++++ Record set
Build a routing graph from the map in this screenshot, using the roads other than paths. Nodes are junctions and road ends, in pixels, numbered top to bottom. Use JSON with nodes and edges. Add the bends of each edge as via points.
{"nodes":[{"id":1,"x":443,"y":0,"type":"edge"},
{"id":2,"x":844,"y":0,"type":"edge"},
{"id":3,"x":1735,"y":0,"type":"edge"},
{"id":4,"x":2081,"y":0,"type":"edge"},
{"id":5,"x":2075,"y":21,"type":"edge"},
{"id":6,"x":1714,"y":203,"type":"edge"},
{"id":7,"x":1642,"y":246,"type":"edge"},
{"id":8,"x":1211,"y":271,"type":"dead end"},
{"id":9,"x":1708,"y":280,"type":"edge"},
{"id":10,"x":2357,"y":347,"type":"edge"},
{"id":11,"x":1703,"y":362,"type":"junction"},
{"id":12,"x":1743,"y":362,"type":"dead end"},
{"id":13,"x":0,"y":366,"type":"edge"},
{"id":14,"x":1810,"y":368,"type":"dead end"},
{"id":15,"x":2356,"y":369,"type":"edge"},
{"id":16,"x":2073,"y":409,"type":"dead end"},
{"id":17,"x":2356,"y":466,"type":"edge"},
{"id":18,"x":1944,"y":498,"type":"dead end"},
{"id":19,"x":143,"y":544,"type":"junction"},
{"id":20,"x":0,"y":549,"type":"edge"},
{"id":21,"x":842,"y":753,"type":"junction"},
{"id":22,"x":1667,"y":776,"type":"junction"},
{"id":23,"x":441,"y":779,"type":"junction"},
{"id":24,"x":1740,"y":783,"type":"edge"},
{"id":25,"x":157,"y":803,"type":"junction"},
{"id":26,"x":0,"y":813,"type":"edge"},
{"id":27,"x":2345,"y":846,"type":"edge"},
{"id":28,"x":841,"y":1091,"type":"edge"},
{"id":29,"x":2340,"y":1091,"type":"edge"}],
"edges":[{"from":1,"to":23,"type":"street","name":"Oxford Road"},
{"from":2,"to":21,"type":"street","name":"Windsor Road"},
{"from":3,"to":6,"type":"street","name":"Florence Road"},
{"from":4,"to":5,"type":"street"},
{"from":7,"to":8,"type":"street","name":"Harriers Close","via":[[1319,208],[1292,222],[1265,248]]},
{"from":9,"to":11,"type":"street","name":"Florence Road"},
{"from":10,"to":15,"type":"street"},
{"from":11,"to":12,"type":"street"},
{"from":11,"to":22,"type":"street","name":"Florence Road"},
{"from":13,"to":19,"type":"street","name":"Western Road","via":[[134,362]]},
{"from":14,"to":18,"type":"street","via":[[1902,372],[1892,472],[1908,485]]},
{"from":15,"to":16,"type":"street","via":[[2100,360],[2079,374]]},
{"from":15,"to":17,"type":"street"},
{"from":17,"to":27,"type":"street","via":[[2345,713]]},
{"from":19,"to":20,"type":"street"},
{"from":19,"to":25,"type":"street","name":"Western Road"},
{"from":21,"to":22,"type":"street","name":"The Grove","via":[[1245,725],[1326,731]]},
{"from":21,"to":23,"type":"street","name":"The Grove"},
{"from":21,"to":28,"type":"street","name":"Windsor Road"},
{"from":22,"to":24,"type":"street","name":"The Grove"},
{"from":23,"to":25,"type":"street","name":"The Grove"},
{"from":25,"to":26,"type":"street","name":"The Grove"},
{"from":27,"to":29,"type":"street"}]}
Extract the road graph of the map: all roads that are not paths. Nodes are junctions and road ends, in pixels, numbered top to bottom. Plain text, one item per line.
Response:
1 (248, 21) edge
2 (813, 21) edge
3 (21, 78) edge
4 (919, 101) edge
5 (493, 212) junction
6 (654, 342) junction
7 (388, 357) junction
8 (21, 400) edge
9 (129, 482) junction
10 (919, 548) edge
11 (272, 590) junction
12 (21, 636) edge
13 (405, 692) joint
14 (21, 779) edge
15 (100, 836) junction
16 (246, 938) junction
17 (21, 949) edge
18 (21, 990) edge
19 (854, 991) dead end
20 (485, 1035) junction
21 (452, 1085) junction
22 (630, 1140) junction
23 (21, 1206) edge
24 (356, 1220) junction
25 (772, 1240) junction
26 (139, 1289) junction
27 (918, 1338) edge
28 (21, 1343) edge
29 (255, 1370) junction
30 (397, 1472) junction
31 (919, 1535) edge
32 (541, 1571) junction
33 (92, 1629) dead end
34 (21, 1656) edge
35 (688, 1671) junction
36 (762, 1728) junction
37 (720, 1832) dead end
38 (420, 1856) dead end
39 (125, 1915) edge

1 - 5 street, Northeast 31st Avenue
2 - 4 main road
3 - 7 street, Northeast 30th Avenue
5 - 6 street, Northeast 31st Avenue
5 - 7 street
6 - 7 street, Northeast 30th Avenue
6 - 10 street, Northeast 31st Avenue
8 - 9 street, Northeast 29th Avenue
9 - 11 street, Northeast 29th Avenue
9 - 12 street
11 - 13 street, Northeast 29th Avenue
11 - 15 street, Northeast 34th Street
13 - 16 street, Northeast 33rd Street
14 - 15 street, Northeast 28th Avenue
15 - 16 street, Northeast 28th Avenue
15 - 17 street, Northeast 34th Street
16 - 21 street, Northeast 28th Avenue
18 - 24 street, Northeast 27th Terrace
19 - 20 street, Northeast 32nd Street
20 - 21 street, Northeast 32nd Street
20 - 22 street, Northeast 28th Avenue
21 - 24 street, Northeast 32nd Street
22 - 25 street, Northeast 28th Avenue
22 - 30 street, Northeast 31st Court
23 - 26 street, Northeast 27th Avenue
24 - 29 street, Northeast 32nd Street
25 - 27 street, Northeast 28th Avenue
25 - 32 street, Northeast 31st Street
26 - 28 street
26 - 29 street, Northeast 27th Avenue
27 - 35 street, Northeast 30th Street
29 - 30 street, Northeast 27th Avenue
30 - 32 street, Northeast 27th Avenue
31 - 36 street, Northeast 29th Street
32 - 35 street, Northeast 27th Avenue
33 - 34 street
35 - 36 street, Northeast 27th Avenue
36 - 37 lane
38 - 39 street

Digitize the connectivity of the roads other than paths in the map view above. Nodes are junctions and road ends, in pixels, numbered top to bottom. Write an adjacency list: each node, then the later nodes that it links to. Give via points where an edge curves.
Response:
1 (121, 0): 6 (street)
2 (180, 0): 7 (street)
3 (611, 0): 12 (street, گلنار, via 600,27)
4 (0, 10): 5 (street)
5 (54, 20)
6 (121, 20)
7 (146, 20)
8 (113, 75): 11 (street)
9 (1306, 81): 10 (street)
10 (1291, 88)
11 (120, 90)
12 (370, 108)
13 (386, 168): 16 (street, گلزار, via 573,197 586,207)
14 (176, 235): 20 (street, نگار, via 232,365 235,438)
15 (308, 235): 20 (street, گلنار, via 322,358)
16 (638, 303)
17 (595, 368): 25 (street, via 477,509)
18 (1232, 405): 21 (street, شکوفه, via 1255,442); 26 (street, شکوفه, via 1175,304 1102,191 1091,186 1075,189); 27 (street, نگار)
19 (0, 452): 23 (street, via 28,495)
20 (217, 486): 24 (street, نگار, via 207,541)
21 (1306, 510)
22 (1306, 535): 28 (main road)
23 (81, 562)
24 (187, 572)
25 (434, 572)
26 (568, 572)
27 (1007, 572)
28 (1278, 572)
++++++++
◆ **Work task**:
All of the material is to be retyped verbatim.

◆ **Output for this exercise**:
Build a routing graph from the map in this screenshot, using the roads other than paths. Nodes are junctions and road ends, in pixels, numbered top to bottom. Use JSON with nodes and edges. Add the bends of each edge as via points.
{"nodes":[{"id":1,"x":443,"y":0,"type":"edge"},
{"id":2,"x":844,"y":0,"type":"edge"},
{"id":3,"x":1735,"y":0,"type":"edge"},
{"id":4,"x":2081,"y":0,"type":"edge"},
{"id":5,"x":2075,"y":21,"type":"edge"},
{"id":6,"x":1714,"y":203,"type":"edge"},
{"id":7,"x":1642,"y":246,"type":"edge"},
{"id":8,"x":1211,"y":271,"type":"dead end"},
{"id":9,"x":1708,"y":280,"type":"edge"},
{"id":10,"x":2357,"y":347,"type":"edge"},
{"id":11,"x":1703,"y":362,"type":"junction"},
{"id":12,"x":1743,"y":362,"type":"dead end"},
{"id":13,"x":0,"y":366,"type":"edge"},
{"id":14,"x":1810,"y":368,"type":"dead end"},
{"id":15,"x":2356,"y":369,"type":"edge"},
{"id":16,"x":2073,"y":409,"type":"dead end"},
{"id":17,"x":2356,"y":466,"type":"edge"},
{"id":18,"x":1944,"y":498,"type":"dead end"},
{"id":19,"x":143,"y":544,"type":"junction"},
{"id":20,"x":0,"y":549,"type":"edge"},
{"id":21,"x":842,"y":753,"type":"junction"},
{"id":22,"x":1667,"y":776,"type":"junction"},
{"id":23,"x":441,"y":779,"type":"junction"},
{"id":24,"x":1740,"y":783,"type":"edge"},
{"id":25,"x":157,"y":803,"type":"junction"},
{"id":26,"x":0,"y":813,"type":"edge"},
{"id":27,"x":2345,"y":846,"type":"edge"},
{"id":28,"x":841,"y":1091,"type":"edge"},
{"id":29,"x":2340,"y":1091,"type":"edge"}],
"edges":[{"from":1,"to":23,"type":"street","name":"Oxford Road"},
{"from":2,"to":21,"type":"street","name":"Windsor Road"},
{"from":3,"to":6,"type":"street","name":"Florence Road"},
{"from":4,"to":5,"type":"street"},
{"from":7,"to":8,"type":"street","name":"Harriers Close","via":[[1319,208],[1292,222],[1265,248]]},
{"from":9,"to":11,"type":"street","name":"Florence Road"},
{"from":10,"to":15,"type":"street"},
{"from":11,"to":12,"type":"street"},
{"from":11,"to":22,"type":"street","name":"Florence Road"},
{"from":13,"to":19,"type":"street","name":"Western Road","via":[[134,362]]},
{"from":14,"to":18,"type":"street","via":[[1902,372],[1892,472],[1908,485]]},
{"from":15,"to":16,"type":"street","via":[[2100,360],[2079,374]]},
{"from":15,"to":17,"type":"street"},
{"from":17,"to":27,"type":"street","via":[[2345,713]]},
{"from":19,"to":20,"type":"street"},
{"from":19,"to":25,"type":"street","name":"Western Road"},
{"from":21,"to":22,"type":"street","name":"The Grove","via":[[1245,725],[1326,731]]},
{"from":21,"to":23,"type":"street","name":"The Grove"},
{"from":21,"to":28,"type":"street","name":"Windsor Road"},
{"from":22,"to":24,"type":"street","name":"The Grove"},
{"from":23,"to":25,"type":"street","name":"The Grove"},
{"from":25,"to":26,"type":"street","name":"The Grove"},
{"from":27,"to":29,"type":"street"}]}
Extract the road graph of the map: all roads that are not paths. Nodes are junctions and road ends, in pixels, numbered top to bottom. Plain text, one item per line.
Response:
1 (248, 21) edge
2 (813, 21) edge
3 (21, 78) edge
4 (919, 101) edge
5 (493, 212) junction
6 (654, 342) junction
7 (388, 357) junction
8 (21, 400) edge
9 (129, 482) junction
10 (919, 548) edge
11 (272, 590) junction
12 (21, 636) edge
13 (405, 692) joint
14 (21, 779) edge
15 (100, 836) junction
16 (246, 938) junction
17 (21, 949) edge
18 (21, 990) edge
19 (854, 991) dead end
20 (485, 1035) junction
21 (452, 1085) junction
22 (630, 1140) junction
23 (21, 1206) edge
24 (356, 1220) junction
25 (772, 1240) junction
26 (139, 1289) junction
27 (918, 1338) edge
28 (21, 1343) edge
29 (255, 1370) junction
30 (397, 1472) junction
31 (919, 1535) edge
32 (541, 1571) junction
33 (92, 1629) dead end
34 (21, 1656) edge
35 (688, 1671) junction
36 (762, 1728) junction
37 (720, 1832) dead end
38 (420, 1856) dead end
39 (125, 1915) edge

1 - 5 street, Northeast 31st Avenue
2 - 4 main road
3 - 7 street, Northeast 30th Avenue
5 - 6 street, Northeast 31st Avenue
5 - 7 street
6 - 7 street, Northeast 30th Avenue
6 - 10 street, Northeast 31st Avenue
8 - 9 street, Northeast 29th Avenue
9 - 11 street, Northeast 29th Avenue
9 - 12 street
11 - 13 street, Northeast 29th Avenue
11 - 15 street, Northeast 34th Street
13 - 16 street, Northeast 33rd Street
14 - 15 street, Northeast 28th Avenue
15 - 16 street, Northeast 28th Avenue
15 - 17 street, Northeast 34th Street
16 - 21 street, Northeast 28th Avenue
18 - 24 street, Northeast 27th Terrace
19 - 20 street, Northeast 32nd Street
20 - 21 street, Northeast 32nd Street
20 - 22 street, Northeast 28th Avenue
21 - 24 street, Northeast 32nd Street
22 - 25 street, Northeast 28th Avenue
22 - 30 street, Northeast 31st Court
23 - 26 street, Northeast 27th Avenue
24 - 29 street, Northeast 32nd Street
25 - 27 street, Northeast 28th Avenue
25 - 32 street, Northeast 31st Street
26 - 28 street
26 - 29 street, Northeast 27th Avenue
27 - 35 street, Northeast 30th Street
29 - 30 street, Northeast 27th Avenue
30 - 32 street, Northeast 27th Avenue
31 - 36 street, Northeast 29th Street
32 - 35 street, Northeast 27th Avenue
33 - 34 street
35 - 36 street, Northeast 27th Avenue
36 - 37 lane
38 - 39 street

Digitize the connectivity of the roads other than paths in the map view above. Nodes are junctions and road ends, in pixels, numbered top to bottom. Write an adjacency list: each node, then the later nodes that it links to. Give via points where an edge curves.
Response:
1 (121, 0): 6 (street)
2 (180, 0): 7 (street)
3 (611, 0): 12 (street, گلنار, via 600,27)
4 (0, 10): 5 (street)
5 (54, 20)
6 (121, 20)
7 (146, 20)
8 (113, 75): 11 (street)
9 (1306, 81): 10 (street)
10 (1291, 88)
11 (120, 90)
12 (370, 108)
13 (386, 168): 16 (street, گلزار, via 573,197 586,207)
14 (176, 235): 20 (street, نگار, via 232,365 235,438)
15 (308, 235): 20 (street, گلنار, via 322,358)
16 (638, 303)
17 (595, 368): 25 (street, via 477,509)
18 (1232, 405): 21 (street, شکوفه, via 1255,442); 26 (street, شکوفه, via 1175,304 1102,191 1091,186 1075,189); 27 (street, نگار)
19 (0, 452): 23 (street, via 28,495)
20 (217, 486): 24 (street, نگار, via 207,541)
21 (1306, 510)
22 (1306, 535): 28 (main road)
23 (81, 562)
24 (187, 572)
25 (434, 572)
26 (568, 572)
27 (1007, 572)
28 (1278, 572)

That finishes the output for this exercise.